> MATERIAL FOR THIS TASK
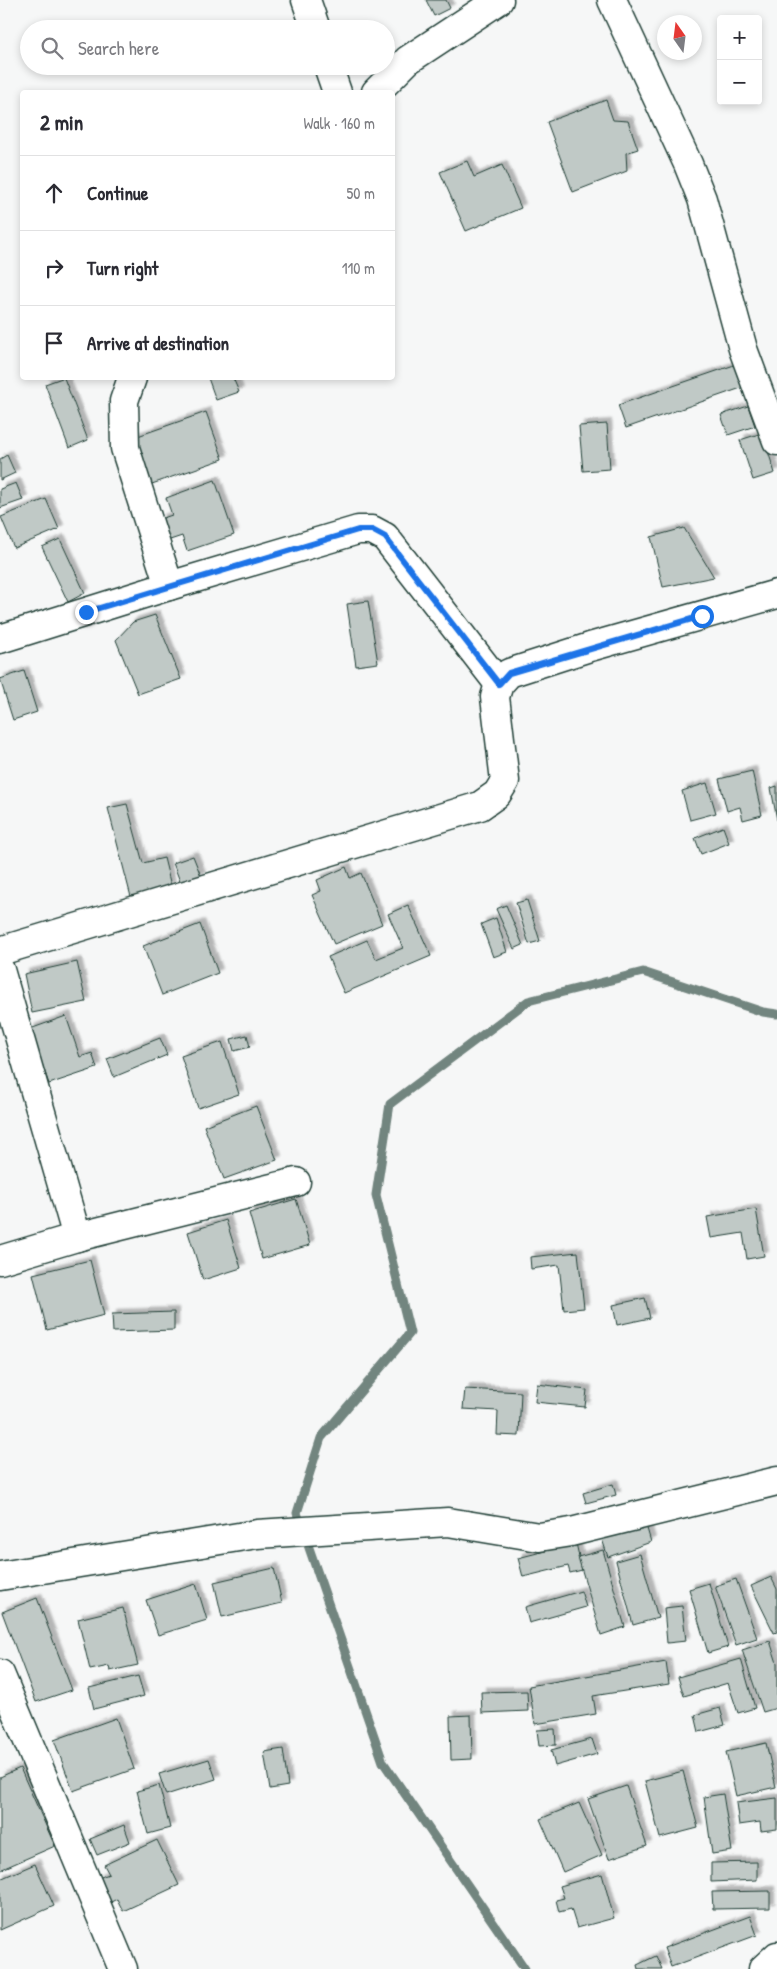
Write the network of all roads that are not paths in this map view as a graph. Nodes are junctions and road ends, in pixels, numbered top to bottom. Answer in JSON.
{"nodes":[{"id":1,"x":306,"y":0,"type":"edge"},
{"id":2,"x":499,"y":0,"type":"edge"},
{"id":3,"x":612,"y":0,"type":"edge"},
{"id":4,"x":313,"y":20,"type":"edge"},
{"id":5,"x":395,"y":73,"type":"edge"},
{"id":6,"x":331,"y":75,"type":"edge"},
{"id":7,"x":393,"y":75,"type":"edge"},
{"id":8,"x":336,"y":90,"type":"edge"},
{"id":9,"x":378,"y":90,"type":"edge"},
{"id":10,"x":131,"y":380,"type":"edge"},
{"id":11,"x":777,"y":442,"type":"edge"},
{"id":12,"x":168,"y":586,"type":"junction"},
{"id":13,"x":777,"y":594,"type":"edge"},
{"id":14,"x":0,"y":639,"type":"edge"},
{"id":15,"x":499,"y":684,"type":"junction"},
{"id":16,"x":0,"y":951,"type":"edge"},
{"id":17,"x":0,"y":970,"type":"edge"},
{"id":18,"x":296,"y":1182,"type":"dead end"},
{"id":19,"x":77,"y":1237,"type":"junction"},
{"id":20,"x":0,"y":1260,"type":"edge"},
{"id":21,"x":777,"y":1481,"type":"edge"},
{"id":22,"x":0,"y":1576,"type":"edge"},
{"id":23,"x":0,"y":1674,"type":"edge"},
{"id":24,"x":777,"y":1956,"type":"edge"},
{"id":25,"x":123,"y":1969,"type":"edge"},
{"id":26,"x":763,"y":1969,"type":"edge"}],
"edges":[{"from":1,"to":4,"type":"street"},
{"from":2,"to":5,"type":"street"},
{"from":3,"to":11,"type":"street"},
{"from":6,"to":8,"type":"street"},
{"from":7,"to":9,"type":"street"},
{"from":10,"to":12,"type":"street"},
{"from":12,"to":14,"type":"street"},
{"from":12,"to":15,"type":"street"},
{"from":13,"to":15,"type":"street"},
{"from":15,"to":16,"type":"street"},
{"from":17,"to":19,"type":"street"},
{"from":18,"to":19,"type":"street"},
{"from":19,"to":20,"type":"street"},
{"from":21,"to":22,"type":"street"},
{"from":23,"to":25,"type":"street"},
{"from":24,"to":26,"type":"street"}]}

> WHAT IS NEEDED
All records above are to be output verbatim, with their pictures omitted.

> RESULT OF THE TASK
Write the network of all roads that are not paths in this map view as a graph. Nodes are junctions and road ends, in pixels, numbered top to bottom. Answer in JSON.
{"nodes":[{"id":1,"x":306,"y":0,"type":"edge"},
{"id":2,"x":499,"y":0,"type":"edge"},
{"id":3,"x":612,"y":0,"type":"edge"},
{"id":4,"x":313,"y":20,"type":"edge"},
{"id":5,"x":395,"y":73,"type":"edge"},
{"id":6,"x":331,"y":75,"type":"edge"},
{"id":7,"x":393,"y":75,"type":"edge"},
{"id":8,"x":336,"y":90,"type":"edge"},
{"id":9,"x":378,"y":90,"type":"edge"},
{"id":10,"x":131,"y":380,"type":"edge"},
{"id":11,"x":777,"y":442,"type":"edge"},
{"id":12,"x":168,"y":586,"type":"junction"},
{"id":13,"x":777,"y":594,"type":"edge"},
{"id":14,"x":0,"y":639,"type":"edge"},
{"id":15,"x":499,"y":684,"type":"junction"},
{"id":16,"x":0,"y":951,"type":"edge"},
{"id":17,"x":0,"y":970,"type":"edge"},
{"id":18,"x":296,"y":1182,"type":"dead end"},
{"id":19,"x":77,"y":1237,"type":"junction"},
{"id":20,"x":0,"y":1260,"type":"edge"},
{"id":21,"x":777,"y":1481,"type":"edge"},
{"id":22,"x":0,"y":1576,"type":"edge"},
{"id":23,"x":0,"y":1674,"type":"edge"},
{"id":24,"x":777,"y":1956,"type":"edge"},
{"id":25,"x":123,"y":1969,"type":"edge"},
{"id":26,"x":763,"y":1969,"type":"edge"}],
"edges":[{"from":1,"to":4,"type":"street"},
{"from":2,"to":5,"type":"street"},
{"from":3,"to":11,"type":"street"},
{"from":6,"to":8,"type":"street"},
{"from":7,"to":9,"type":"street"},
{"from":10,"to":12,"type":"street"},
{"from":12,"to":14,"type":"street"},
{"from":12,"to":15,"type":"street"},
{"from":13,"to":15,"type":"street"},
{"from":15,"to":16,"type":"street"},
{"from":17,"to":19,"type":"street"},
{"from":18,"to":19,"type":"street"},
{"from":19,"to":20,"type":"street"},
{"from":21,"to":22,"type":"street"},
{"from":23,"to":25,"type":"street"},
{"from":24,"to":26,"type":"street"}]}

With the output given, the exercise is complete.